State v. Fox

Decision Date12 December 1927
Docket NumberNo. 27957.,27957.
Citation300 S.W. 820
PartiesSTATE v. FOX
CourtMissouri Supreme Court

Appeal from Circuit Court, St. Francois County; Peter H. Huck, Judge.

Elmer Fox was convicted of second degree murder, and he appeals. Affirmed.

North T. Gentry, Atty. Gen., and Claude Curtis, Sp. Asst. Atty. Gen., for the State.

HIGBEE, C.

On December 13, 1925, the defendant was found guilty of murder in the second degree, and appealed from a sentence of imprisonment in the penitentiary for a term of 20 years, in accordance with the verdiet.

An information was filed in the circuit court of St. Francois county, which, following approved precedents, charged that the defendant, on September 5, 1925, at the county of St. Francois and state of Missouri did then and there feloniously, willfully, premeditatedly, deliberately, on purpose, and of his malice aforethought, shoot and kill Charles E. Morris.

A demurrer to the information, on the ground that it failed to charge the defendant with the commission of any crime, was overruled. An amended information was filed, which is substantially a copy of the first information, to which this formal common-law conclusion was added, to wit:

"And so the prosecuting attorney aforesaid, upon his official oath aforesaid, does say that the said Elmer Fox, etc., aid kill and murder," etc.

In State v. Rector, 126 Mo. 328, 341, 23 S. W. 1074, and cases following that ruling, this formal conclusion was held essential to charge murder.

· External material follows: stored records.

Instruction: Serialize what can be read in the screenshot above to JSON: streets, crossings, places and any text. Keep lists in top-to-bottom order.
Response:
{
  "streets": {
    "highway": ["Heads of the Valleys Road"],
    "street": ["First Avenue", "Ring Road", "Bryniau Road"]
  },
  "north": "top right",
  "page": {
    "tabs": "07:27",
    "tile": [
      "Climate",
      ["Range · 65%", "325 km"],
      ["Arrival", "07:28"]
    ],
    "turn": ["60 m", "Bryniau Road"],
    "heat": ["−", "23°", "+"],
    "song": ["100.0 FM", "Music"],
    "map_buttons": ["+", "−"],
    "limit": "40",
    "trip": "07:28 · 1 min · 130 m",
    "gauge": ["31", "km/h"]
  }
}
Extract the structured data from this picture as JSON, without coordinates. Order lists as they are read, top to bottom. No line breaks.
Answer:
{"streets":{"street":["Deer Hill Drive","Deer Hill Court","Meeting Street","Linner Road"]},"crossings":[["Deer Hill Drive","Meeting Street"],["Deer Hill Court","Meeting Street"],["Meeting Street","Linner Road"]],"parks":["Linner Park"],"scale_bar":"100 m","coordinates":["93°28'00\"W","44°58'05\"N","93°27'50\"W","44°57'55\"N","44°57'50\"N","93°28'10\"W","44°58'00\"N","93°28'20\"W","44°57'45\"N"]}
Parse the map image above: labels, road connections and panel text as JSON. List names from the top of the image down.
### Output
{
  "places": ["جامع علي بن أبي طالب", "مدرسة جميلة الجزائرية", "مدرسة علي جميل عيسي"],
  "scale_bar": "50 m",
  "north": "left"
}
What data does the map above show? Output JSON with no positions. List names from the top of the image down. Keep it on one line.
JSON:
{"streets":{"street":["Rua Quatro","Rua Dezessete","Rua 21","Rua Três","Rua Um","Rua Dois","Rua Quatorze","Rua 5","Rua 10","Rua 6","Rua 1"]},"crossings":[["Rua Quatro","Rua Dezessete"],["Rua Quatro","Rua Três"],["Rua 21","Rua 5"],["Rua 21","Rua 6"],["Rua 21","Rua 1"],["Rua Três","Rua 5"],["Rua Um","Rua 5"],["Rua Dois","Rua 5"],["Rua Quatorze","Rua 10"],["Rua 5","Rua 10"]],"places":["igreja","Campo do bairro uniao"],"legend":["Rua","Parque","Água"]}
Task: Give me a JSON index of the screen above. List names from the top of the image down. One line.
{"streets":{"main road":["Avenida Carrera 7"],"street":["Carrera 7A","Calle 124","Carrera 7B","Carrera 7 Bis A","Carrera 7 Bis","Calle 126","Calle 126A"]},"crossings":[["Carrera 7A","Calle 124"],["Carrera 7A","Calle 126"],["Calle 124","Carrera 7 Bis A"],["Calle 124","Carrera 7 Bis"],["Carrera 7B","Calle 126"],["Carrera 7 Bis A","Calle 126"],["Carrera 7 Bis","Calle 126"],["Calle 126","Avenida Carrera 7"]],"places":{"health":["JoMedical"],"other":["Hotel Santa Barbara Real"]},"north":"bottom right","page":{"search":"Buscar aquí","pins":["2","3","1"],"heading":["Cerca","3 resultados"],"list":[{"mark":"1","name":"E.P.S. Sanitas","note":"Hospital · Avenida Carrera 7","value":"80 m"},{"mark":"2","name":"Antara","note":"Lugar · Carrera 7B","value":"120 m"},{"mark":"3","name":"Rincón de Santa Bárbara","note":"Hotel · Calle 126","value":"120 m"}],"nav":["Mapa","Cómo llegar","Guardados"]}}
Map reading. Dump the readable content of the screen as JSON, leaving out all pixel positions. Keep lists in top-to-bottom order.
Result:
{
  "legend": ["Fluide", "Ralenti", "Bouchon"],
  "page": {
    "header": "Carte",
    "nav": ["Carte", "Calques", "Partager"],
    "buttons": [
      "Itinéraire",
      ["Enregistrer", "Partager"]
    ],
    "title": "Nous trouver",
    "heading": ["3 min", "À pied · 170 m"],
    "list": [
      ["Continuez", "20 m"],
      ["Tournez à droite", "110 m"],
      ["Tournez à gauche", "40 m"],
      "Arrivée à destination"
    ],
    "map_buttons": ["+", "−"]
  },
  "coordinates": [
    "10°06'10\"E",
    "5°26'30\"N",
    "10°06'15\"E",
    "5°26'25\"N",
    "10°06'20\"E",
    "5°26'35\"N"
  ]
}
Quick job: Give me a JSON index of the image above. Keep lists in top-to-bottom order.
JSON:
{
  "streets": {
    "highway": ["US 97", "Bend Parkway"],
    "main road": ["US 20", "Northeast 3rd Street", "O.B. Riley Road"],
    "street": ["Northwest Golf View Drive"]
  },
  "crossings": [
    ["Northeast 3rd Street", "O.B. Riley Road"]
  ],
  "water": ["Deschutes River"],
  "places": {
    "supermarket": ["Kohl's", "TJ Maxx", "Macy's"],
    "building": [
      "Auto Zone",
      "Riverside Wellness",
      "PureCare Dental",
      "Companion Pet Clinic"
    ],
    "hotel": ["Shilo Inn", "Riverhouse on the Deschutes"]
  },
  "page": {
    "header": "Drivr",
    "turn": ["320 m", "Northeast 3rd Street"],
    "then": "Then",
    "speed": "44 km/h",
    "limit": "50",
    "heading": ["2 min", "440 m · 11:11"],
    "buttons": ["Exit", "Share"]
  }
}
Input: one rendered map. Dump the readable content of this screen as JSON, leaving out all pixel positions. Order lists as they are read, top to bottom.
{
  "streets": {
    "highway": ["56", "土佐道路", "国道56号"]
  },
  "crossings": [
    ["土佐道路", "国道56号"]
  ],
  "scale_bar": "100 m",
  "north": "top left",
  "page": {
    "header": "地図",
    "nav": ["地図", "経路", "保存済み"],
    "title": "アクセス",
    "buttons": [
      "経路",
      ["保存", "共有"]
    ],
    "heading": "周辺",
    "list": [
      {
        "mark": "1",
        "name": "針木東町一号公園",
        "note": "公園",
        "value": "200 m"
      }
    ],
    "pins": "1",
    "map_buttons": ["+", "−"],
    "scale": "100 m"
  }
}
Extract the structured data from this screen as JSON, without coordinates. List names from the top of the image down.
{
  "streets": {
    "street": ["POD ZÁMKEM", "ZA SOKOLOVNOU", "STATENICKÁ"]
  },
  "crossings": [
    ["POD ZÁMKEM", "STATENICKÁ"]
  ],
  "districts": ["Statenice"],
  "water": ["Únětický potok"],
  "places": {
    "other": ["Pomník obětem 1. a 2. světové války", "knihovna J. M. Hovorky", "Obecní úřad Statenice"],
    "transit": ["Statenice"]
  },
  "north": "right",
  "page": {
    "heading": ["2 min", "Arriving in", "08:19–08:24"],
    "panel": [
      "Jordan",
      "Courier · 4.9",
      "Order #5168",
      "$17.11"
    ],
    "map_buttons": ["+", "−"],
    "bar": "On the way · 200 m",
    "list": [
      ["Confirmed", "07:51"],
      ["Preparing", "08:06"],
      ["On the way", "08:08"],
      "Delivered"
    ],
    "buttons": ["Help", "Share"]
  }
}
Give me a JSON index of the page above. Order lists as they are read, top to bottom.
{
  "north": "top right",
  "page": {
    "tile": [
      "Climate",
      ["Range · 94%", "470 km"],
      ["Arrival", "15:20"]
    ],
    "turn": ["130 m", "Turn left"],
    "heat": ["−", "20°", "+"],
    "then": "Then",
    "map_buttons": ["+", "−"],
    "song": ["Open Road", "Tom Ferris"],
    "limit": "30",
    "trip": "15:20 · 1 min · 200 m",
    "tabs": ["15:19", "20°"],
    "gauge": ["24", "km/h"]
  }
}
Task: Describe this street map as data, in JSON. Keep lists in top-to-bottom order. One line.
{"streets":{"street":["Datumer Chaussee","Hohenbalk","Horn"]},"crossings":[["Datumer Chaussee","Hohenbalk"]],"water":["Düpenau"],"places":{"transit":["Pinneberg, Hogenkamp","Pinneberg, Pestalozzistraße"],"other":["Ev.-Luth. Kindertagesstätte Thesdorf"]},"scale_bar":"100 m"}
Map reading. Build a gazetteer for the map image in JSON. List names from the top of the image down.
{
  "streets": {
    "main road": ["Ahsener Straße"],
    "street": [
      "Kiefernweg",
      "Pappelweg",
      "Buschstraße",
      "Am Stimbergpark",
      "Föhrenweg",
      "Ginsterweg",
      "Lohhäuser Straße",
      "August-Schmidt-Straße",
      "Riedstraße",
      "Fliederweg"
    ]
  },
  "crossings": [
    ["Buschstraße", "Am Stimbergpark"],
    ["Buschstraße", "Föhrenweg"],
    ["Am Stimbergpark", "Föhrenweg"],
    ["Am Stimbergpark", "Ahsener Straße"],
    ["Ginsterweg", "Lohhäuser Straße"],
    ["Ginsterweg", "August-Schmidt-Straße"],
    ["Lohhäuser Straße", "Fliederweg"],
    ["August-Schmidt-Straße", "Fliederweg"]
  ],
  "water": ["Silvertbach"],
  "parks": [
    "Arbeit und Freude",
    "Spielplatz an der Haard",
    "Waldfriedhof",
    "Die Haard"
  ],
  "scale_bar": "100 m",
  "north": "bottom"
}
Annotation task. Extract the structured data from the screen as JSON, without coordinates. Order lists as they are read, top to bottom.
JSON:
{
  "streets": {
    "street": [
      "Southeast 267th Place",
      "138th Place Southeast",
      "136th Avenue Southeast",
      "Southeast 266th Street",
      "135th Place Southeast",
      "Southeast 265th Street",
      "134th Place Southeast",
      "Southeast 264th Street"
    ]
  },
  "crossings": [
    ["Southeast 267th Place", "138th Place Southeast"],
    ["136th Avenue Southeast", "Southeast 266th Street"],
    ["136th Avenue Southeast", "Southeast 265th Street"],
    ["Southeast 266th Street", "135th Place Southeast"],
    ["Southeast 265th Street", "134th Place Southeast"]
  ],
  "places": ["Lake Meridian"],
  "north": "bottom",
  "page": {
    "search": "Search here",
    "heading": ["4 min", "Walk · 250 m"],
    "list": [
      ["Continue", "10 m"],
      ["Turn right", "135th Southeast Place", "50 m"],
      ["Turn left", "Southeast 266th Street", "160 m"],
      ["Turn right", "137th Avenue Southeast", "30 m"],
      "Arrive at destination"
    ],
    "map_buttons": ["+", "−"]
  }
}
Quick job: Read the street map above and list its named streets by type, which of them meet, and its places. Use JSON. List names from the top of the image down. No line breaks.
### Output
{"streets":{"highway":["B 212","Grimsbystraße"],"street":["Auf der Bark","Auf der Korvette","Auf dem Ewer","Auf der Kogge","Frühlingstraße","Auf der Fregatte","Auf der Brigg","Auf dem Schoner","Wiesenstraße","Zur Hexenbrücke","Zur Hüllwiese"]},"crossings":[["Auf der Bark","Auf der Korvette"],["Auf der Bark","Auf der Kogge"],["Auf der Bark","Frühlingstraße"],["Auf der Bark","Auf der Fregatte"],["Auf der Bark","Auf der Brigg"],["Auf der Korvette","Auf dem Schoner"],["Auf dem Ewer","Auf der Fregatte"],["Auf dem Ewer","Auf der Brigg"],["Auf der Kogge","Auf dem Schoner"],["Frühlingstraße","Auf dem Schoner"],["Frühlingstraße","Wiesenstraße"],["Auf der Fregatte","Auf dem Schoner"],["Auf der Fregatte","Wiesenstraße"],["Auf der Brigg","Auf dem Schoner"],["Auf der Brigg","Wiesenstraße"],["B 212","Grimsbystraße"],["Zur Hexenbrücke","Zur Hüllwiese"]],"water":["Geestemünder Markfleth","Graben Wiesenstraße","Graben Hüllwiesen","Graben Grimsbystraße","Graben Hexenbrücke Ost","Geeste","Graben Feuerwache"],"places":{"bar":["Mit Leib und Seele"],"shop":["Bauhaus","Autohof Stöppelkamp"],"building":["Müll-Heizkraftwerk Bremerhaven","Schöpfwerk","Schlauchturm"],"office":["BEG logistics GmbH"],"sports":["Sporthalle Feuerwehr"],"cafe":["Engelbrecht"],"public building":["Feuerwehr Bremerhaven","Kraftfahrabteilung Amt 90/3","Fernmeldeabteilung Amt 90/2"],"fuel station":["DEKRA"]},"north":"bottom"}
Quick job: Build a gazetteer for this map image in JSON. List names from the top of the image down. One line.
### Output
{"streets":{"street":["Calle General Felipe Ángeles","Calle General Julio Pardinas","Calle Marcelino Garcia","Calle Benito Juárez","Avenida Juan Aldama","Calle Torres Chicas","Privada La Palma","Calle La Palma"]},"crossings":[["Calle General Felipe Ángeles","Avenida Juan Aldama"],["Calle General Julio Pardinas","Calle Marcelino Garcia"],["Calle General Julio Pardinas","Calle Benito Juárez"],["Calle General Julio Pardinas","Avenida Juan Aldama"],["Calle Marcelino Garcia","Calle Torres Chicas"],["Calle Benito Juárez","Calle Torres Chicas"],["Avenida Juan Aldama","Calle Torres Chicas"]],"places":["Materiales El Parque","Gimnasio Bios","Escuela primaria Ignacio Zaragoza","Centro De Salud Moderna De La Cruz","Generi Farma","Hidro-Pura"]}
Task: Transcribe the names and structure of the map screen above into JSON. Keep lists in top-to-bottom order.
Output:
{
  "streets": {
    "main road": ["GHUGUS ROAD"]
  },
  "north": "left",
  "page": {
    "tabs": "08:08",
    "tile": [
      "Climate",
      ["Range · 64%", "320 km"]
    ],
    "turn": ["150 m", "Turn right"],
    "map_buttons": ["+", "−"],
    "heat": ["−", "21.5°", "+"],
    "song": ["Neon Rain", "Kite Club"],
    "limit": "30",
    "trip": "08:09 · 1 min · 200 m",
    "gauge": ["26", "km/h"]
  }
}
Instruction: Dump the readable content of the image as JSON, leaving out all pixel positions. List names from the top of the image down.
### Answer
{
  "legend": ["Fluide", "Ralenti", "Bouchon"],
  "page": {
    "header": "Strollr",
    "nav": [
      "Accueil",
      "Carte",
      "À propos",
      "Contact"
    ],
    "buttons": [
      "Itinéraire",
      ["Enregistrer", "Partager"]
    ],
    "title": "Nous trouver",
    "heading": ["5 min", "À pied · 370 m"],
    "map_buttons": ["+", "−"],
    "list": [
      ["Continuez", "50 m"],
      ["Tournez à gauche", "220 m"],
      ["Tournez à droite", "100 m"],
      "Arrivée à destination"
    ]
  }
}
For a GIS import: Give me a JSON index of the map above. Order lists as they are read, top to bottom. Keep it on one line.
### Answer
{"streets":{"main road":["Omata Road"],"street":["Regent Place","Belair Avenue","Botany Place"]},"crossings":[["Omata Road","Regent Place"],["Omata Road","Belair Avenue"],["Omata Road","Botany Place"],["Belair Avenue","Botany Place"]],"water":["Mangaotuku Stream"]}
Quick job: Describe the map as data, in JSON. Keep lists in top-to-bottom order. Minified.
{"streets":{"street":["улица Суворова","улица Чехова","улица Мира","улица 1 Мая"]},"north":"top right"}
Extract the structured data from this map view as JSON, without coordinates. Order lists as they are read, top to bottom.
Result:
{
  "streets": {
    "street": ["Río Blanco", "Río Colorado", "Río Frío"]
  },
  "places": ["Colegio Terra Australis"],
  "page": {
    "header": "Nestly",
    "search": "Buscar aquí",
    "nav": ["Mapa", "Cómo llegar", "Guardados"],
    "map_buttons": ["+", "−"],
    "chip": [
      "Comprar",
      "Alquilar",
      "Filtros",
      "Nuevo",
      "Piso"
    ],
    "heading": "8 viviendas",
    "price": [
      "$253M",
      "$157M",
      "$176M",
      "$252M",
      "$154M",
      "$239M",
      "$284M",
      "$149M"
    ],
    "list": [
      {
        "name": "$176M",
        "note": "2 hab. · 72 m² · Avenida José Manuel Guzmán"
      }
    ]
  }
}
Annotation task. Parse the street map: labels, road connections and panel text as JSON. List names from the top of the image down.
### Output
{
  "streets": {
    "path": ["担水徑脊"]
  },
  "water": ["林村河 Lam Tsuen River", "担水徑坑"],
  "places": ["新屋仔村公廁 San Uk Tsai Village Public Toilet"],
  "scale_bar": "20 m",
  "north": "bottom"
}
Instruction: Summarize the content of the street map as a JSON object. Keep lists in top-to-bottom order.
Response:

A motion was filed to quash the amended information because: (1) The original information failed to state facts sufficient to charge any offense; (2) it failed to charge murder in any degree; (3) section 3762, R. S. 1919, as amended Laws of 1925, p. 195, applies only to informations filed in a justice court, and has no application to the case at bar; (4) the amended information is not authorized by section 3908a, Laws 1925, p. 195, because said section provides that no such amendment shall be allowed as would operate to charge an offense different from that charged, or attempted to he charged, in the original information; (5) the amended information fails to charge murder under the laws of Missouri.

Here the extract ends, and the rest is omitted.